The Opportunity
Abbott Rapid Diagnostics is part of Abbott’s Diagnostics family of businesses, bringing together exceptional teams of experts and industry-leading technologies to support diagnostic testing which provides important information for treatment and management of diseases and other conditions.
The position of Bioconjugation Chemist II is within our Toxicology business unit located in Pomona, California. This position is responsible for technical manufacturing operations and performing laboratory analytical tasks.
The Chemist will support Technical Operations (Manufacturing) and / or Design Development as required. This position is a key member of the Bioconjugation Chemistry Laboratory.
What You’ll Work On
- Follows SOP and batch records for conjugation of small molecules to enzymes, proteins and peptides for production of reagents for ELISA, HEIA, SEFRIA and LFIA diagnostic product platforms.
- Performs purification of enzyme conjugates for ELISA, HEIA, SEFRIA and LFIA using gel filtration chromatography, dialysis and HPLC techniques.
- Performs in-process performance testing of enzyme conjugates for ELISA, HEIA and SEFRIA platforms using absorbance readers and chemistry analyzers.
- Assists in qualification and transfer of analytical methods from R&D to technical operations, including assay execution and preparation of reports as required.
- Analyzes and maintains data per applicable SOPs.
- Documents activities in a cGMP manner.
- Performs investigation and resolution of out-of-spec events
- Prepares buffers, reagents, and solutions as necessary to conduct analyses.
- Performs routine maintenance of laboratory equipment
- Performs daily temperature monitoring.
- Works as part of inter-departmental teams as required
- Demonstrates commitment to the development, implementation, and effectiveness of the Company Quality Management System per ISO, FDA, and other regulatory agencies.

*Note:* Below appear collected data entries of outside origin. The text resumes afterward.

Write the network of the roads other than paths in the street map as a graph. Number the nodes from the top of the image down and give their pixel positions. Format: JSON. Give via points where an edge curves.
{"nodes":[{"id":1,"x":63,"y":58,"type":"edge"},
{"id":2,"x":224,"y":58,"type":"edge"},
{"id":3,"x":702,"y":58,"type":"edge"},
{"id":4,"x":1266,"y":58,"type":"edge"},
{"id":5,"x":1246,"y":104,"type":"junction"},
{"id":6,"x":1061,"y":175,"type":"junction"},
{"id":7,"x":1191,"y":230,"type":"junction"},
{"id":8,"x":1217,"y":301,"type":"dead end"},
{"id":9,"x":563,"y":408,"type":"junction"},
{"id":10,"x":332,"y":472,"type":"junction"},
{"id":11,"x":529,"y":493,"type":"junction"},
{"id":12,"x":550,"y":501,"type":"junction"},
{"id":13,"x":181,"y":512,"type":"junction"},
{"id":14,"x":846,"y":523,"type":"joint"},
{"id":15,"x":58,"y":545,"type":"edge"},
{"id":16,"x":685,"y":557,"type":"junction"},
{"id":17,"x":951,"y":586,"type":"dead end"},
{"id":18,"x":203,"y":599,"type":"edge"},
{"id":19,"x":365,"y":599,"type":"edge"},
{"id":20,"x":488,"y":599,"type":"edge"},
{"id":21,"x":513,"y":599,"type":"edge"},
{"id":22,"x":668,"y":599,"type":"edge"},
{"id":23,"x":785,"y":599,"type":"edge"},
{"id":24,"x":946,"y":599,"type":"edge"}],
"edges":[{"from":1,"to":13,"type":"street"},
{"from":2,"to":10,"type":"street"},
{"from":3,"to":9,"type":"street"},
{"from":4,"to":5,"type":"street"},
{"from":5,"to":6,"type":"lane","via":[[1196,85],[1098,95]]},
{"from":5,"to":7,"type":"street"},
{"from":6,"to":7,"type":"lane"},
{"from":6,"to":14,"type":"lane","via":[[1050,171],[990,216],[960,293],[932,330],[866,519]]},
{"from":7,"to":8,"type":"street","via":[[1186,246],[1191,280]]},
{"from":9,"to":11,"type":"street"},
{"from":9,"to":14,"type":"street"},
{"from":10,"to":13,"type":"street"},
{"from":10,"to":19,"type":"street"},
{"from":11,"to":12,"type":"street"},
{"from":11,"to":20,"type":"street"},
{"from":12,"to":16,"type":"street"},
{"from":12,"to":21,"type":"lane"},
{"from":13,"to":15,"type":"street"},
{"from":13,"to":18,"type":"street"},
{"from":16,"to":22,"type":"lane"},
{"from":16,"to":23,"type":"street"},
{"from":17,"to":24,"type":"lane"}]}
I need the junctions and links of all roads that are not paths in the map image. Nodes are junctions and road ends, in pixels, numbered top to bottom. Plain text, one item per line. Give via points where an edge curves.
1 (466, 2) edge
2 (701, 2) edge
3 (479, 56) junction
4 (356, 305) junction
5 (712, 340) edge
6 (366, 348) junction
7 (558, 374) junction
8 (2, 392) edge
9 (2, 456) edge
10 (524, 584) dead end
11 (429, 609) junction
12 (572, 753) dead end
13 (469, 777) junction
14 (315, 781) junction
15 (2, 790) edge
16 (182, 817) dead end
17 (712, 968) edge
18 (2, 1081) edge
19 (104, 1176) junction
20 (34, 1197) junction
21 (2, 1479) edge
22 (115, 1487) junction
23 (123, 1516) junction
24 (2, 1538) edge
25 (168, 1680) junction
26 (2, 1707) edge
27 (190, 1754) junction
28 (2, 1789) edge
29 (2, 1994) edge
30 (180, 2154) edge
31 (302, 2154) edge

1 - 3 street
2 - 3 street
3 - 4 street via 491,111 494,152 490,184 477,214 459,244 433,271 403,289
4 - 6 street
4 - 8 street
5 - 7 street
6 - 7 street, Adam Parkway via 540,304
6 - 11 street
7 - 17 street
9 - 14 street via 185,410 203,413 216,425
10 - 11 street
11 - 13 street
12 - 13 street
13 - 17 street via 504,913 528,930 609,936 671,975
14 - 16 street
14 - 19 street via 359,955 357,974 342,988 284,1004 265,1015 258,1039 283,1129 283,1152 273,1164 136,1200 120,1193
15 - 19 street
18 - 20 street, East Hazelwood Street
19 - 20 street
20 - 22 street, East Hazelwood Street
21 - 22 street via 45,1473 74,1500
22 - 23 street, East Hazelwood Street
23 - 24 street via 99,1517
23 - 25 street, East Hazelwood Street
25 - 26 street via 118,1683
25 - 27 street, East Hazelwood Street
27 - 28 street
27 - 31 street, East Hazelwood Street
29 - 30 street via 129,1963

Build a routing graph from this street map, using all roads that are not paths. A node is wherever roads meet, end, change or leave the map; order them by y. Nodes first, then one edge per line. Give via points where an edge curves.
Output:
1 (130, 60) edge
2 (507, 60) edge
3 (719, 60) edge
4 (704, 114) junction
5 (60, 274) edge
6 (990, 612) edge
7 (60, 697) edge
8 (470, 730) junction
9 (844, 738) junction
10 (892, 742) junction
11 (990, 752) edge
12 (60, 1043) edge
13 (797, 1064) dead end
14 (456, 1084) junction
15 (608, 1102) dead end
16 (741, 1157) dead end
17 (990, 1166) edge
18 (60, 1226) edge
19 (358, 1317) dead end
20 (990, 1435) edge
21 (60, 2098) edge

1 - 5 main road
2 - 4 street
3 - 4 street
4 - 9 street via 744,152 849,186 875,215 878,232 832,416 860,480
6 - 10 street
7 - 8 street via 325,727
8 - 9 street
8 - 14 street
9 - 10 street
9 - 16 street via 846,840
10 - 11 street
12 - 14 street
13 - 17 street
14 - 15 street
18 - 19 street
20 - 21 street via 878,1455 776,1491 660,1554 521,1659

- Understands and is aware of the quality consequences that may occur from the improper performance of their specific job;
has awareness of device defects that may occur in their area of responsibility, including product design, verification, validation, manufacturing, and testing activities.
Responsible for exhibiting professional behavior with both internal / external business associates that reflects positively on the company and is consistent with the company’s policies and practices;
builds productive internal / external working relationships.
- Carries out duties in compliance with established business policies.
- Other duties as assigned, according to the changing needs of the business.
Required Qualifications
- B.S. in Chemistry / Biochemistry / Biology with 2-5 years of experience in a laboratory OR M.S. in Chemistry / Biochemistry and 1-3 of related experience.
- Previous work experience in a chemical diagnostics laboratory position.
- Previous work experience in a cGMP environment.
- Strong verbal and written communication skills.
- Proficient with Microsoft Windows and Excel, Word, PowerPoint, andAccess.
- Pipetting and sample handling.
- Using scientific notation to convert units of mass, volume, and molarity.
- Knowledge of Database and laboratory software.
PREFERRED QUALIFICATIONS :
- Product knowledge in medical devices or diagnostics.
- Ability to work on problems of diverse scope in which analysis of data requires evaluation of identifiable factors.
- Experience in exercising judgment within generally defined practices and policies in selecting methods and techniques for obtaining solutions.